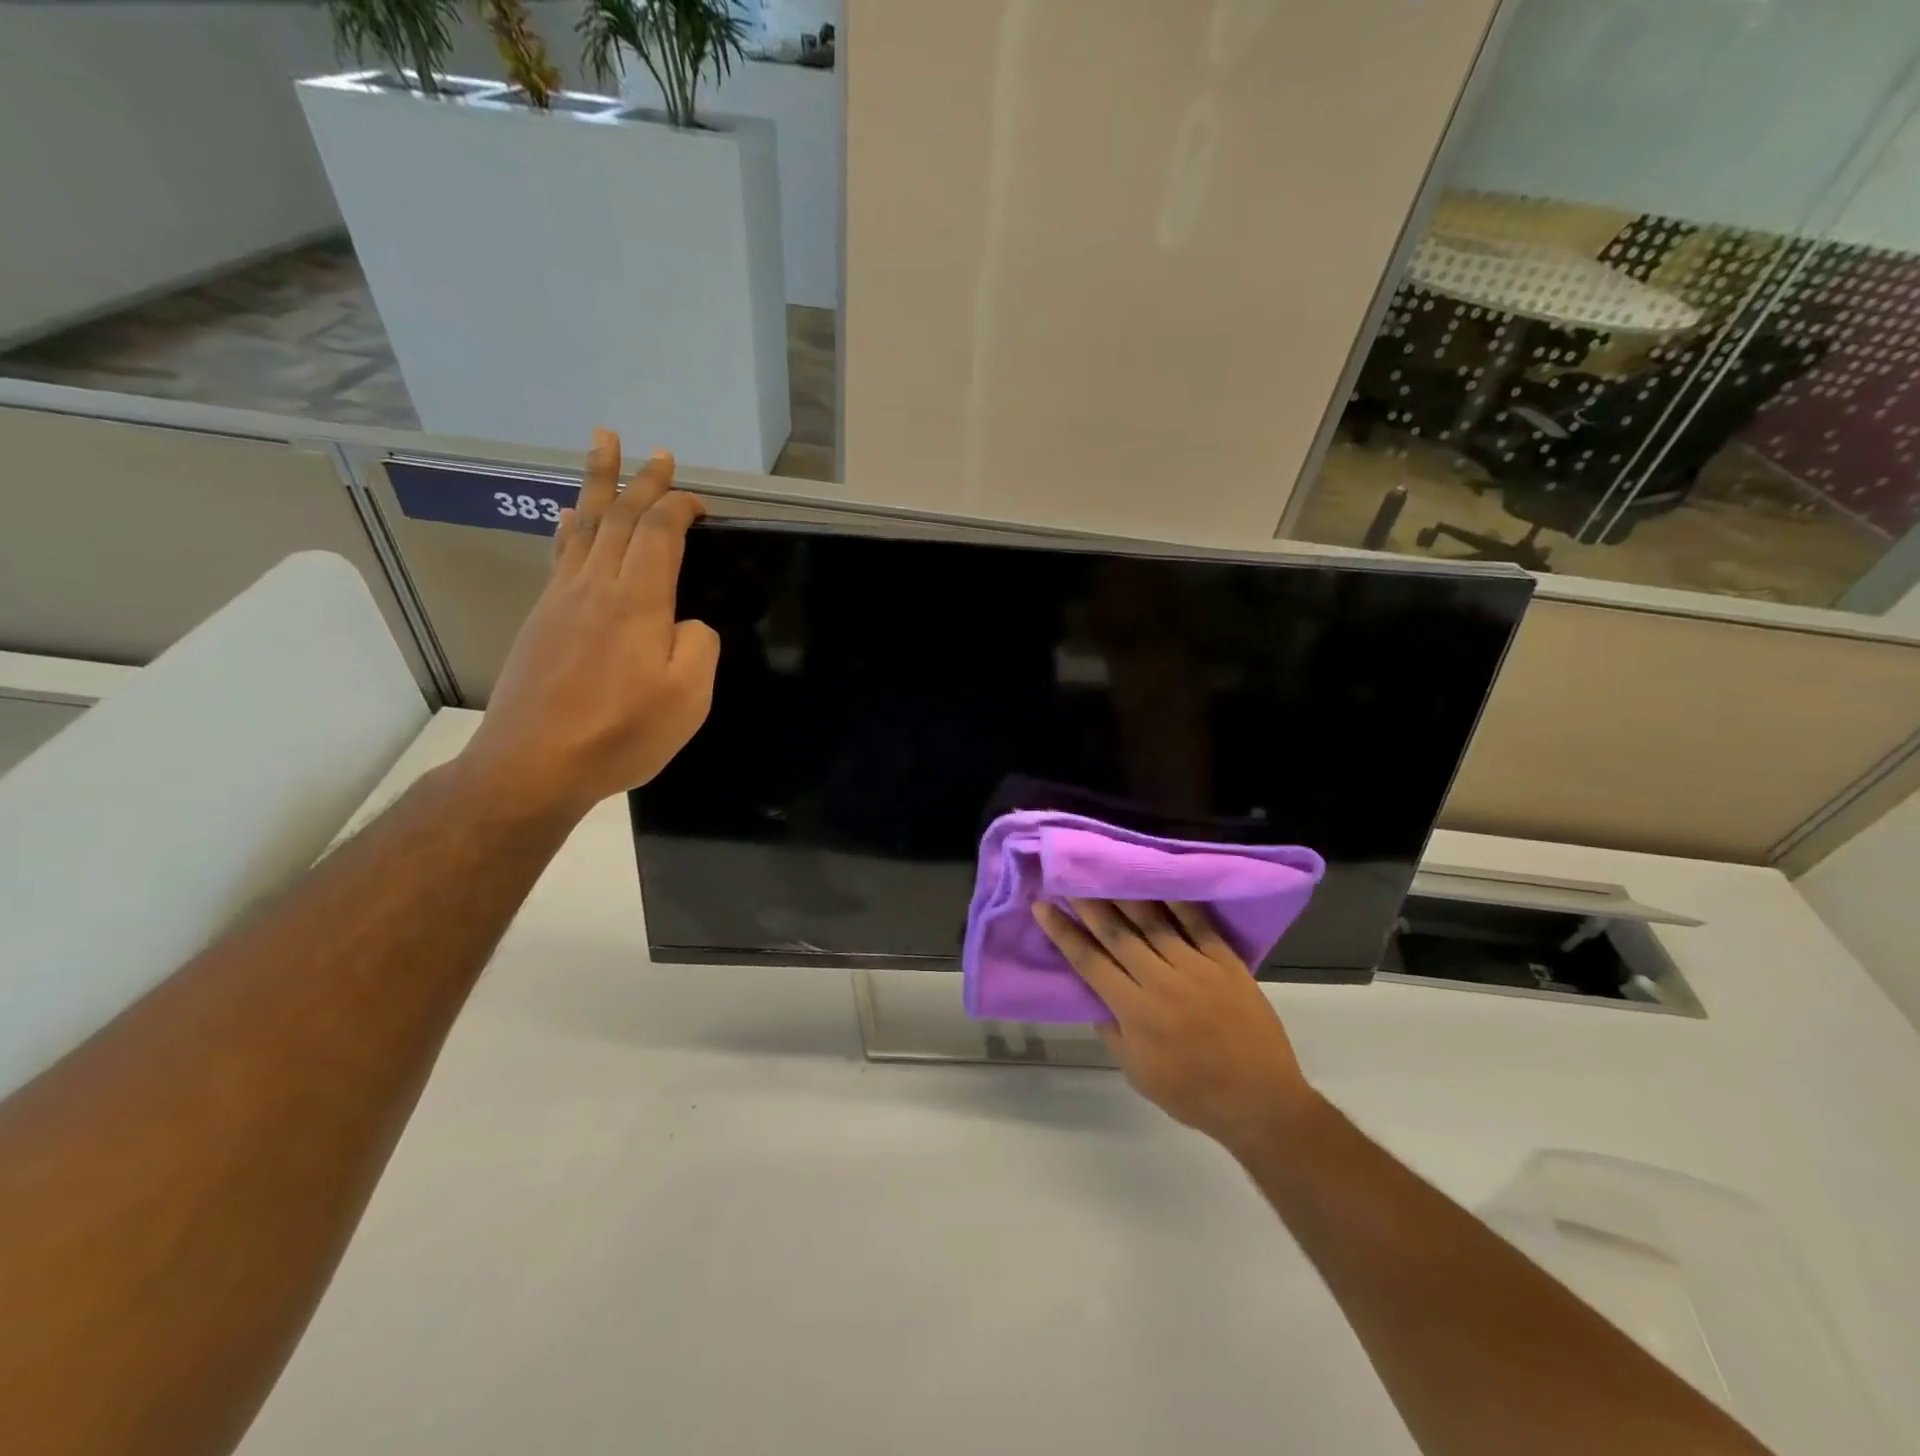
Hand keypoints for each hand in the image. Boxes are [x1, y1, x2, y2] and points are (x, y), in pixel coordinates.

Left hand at [460, 430, 719, 820]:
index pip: (660, 533)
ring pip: (585, 525)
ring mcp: (562, 599)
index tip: (700, 501)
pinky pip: (560, 554)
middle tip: (656, 451)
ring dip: (599, 484)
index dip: (680, 507)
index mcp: (638, 601)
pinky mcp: (542, 618)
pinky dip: (571, 525)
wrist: (534, 764)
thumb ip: (699, 647)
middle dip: (642, 480)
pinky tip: (570, 517)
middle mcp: (596, 586)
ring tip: (603, 446)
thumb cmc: (620, 734)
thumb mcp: (688, 699)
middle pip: (621, 517)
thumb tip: (688, 624)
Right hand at [1033, 899, 1318, 1155]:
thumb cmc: (1193, 1094)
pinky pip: (1198, 924)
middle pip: (1117, 933)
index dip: (1063, 932)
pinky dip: (1178, 902)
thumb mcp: (1138, 1072)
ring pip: (1153, 922)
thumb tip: (1095, 996)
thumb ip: (1113, 1031)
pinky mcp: (1226, 962)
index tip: (1043, 906)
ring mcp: (1196, 967)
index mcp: (1135, 1011)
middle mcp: (1160, 981)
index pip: (1088, 961)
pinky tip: (1161, 882)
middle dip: (1088, 903)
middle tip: (1068, 876)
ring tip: (1106, 872)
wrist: (1261, 1100)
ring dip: (1125, 895)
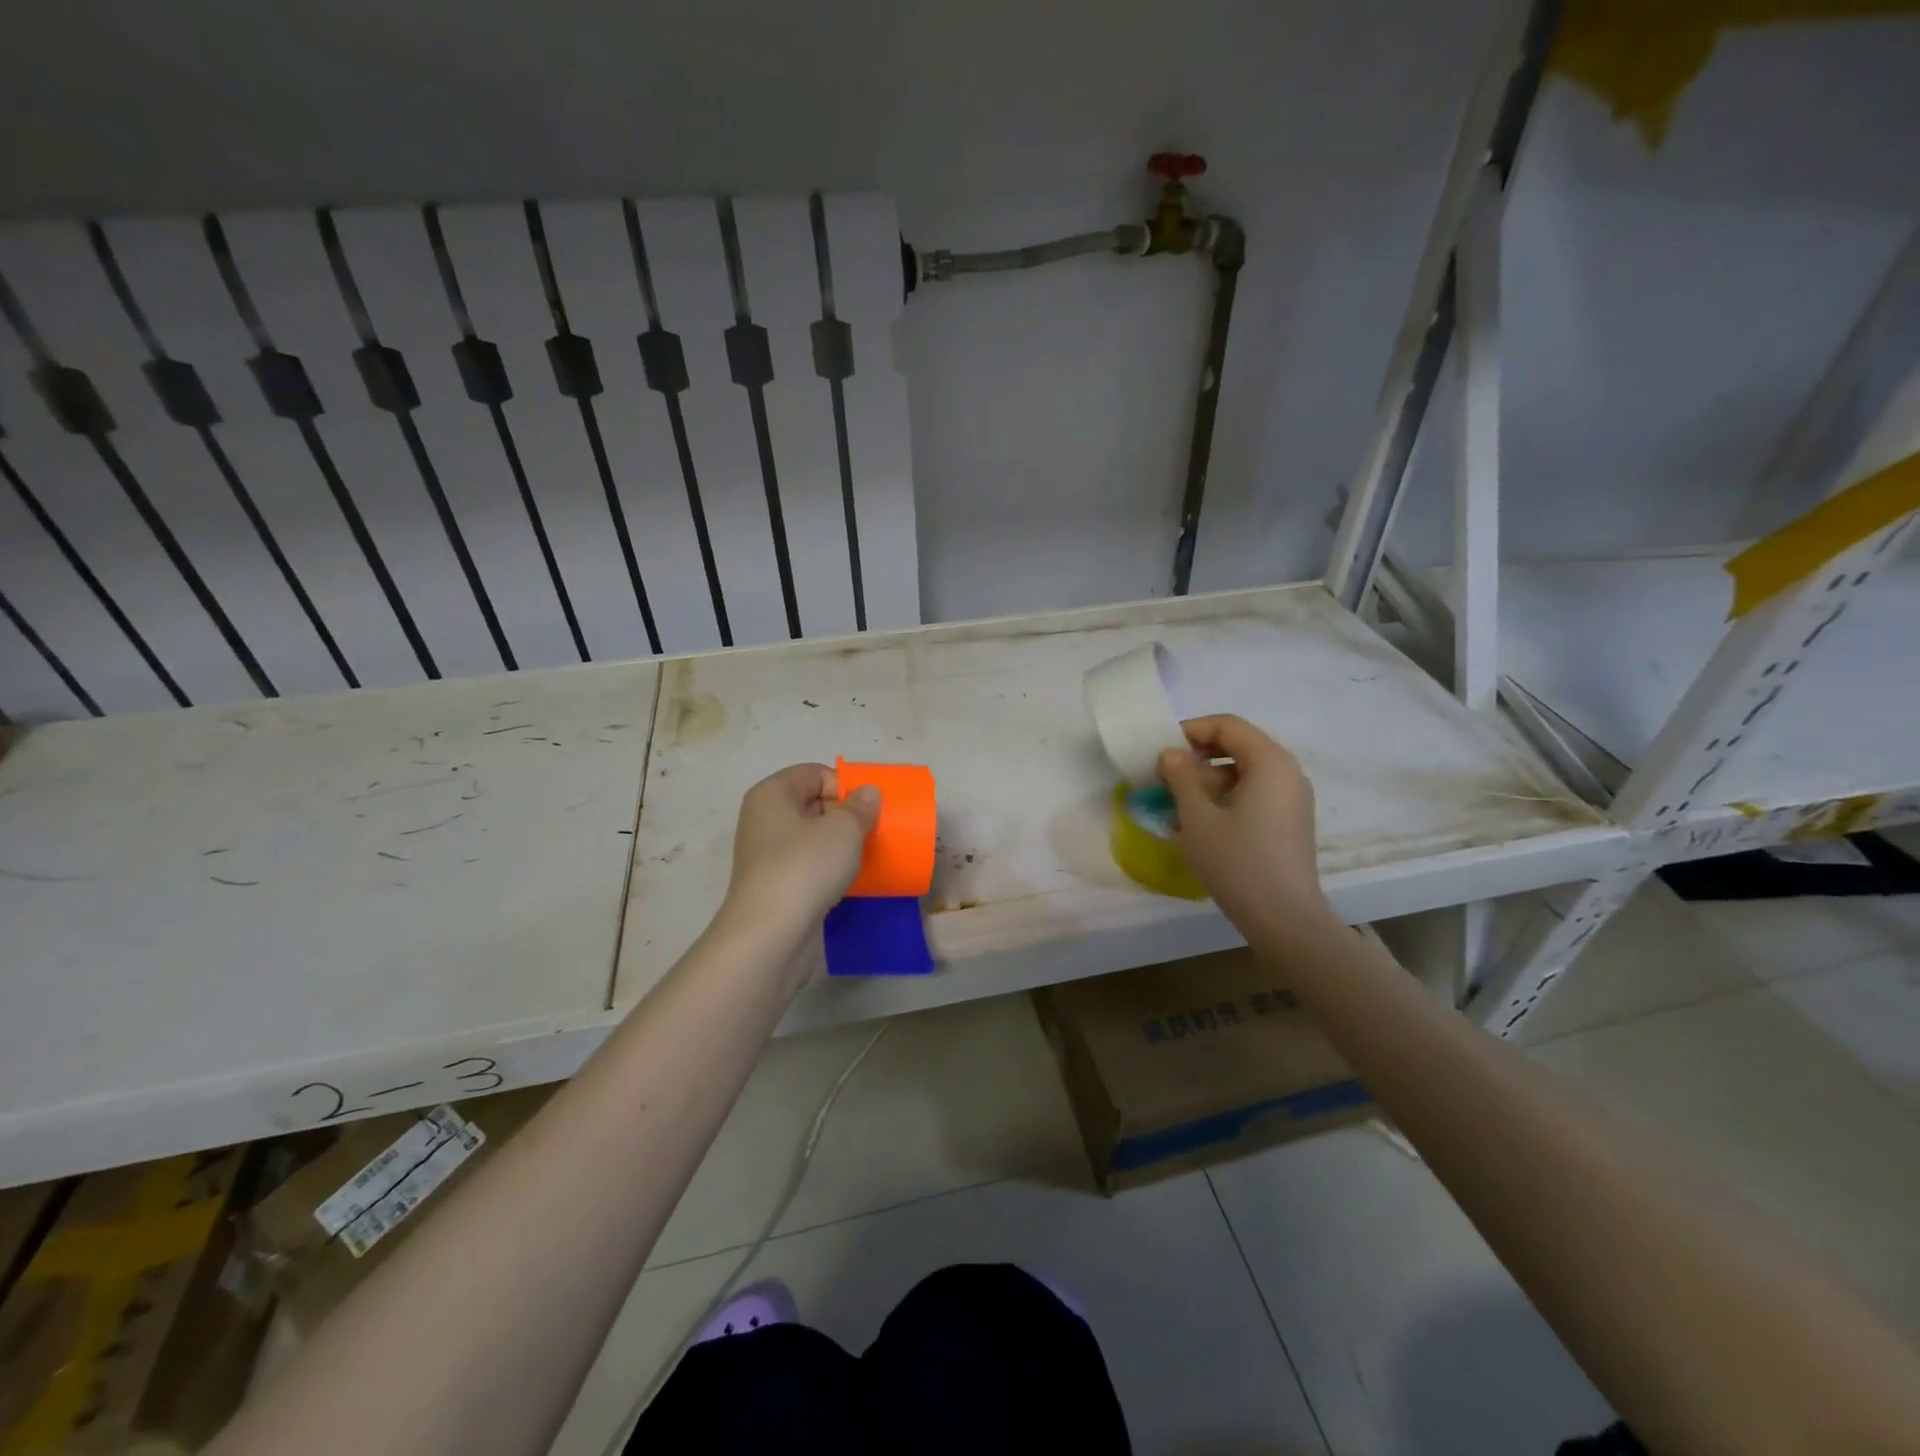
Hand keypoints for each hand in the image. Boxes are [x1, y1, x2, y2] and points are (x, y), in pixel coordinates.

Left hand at [722, 763, 879, 935]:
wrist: (771, 935)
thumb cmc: (805, 867)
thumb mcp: (844, 829)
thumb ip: (860, 807)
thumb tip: (868, 793)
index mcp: (772, 794)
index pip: (814, 773)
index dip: (844, 785)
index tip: (868, 809)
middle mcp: (764, 820)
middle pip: (813, 804)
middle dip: (846, 815)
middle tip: (874, 831)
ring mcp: (768, 856)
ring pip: (813, 839)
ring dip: (841, 845)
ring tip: (868, 856)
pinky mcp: (777, 887)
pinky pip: (810, 867)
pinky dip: (831, 870)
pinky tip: (853, 881)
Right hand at [1157, 715, 1334, 940]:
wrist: (1284, 919)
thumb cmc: (1237, 862)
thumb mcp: (1198, 818)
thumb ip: (1181, 777)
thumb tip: (1170, 753)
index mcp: (1270, 762)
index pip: (1228, 725)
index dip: (1191, 731)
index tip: (1162, 751)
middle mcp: (1288, 771)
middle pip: (1239, 745)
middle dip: (1199, 756)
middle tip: (1167, 777)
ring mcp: (1293, 797)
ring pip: (1246, 771)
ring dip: (1210, 779)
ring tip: (1179, 804)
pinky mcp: (1291, 820)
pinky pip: (1257, 792)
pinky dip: (1228, 796)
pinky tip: (1203, 822)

▬▬▬▬▬▬

TASK DESCRIPTION
Your answer should hold only the lines from the one with "ring mcp: (768, 856)" through the end of the listing above, both ends included, written out exactly.

TASK RESULT
ring mcp: (768, 856)
ring pip: (813, 839)
ring dip: (841, 845)
ring tip: (868, 856)
pinky mcp: (777, 887)
pinky pip: (810, 867)
pinky dip: (831, 870)
pinky tip: (853, 881)
Right hand at [1157, 715, 1334, 940]:
wrist: (1284, 919)
thumb cmc: (1237, 862)
thumb mcp: (1198, 818)
thumb ip: (1181, 777)
thumb tip: (1170, 753)
index mcp: (1270, 762)
index pip: (1228, 725)
index dip: (1191, 731)
index tip: (1162, 751)
middle mcp: (1288, 771)
middle pip: (1239, 745)
middle dip: (1199, 756)
middle tip: (1167, 777)
ring mcp: (1293, 797)
ring pip: (1246, 771)
ring dip: (1210, 779)
ring tip: (1179, 804)
pinky mcp: (1291, 820)
pinky pip: (1257, 792)
pinky dip: (1228, 796)
pinky tip: (1203, 822)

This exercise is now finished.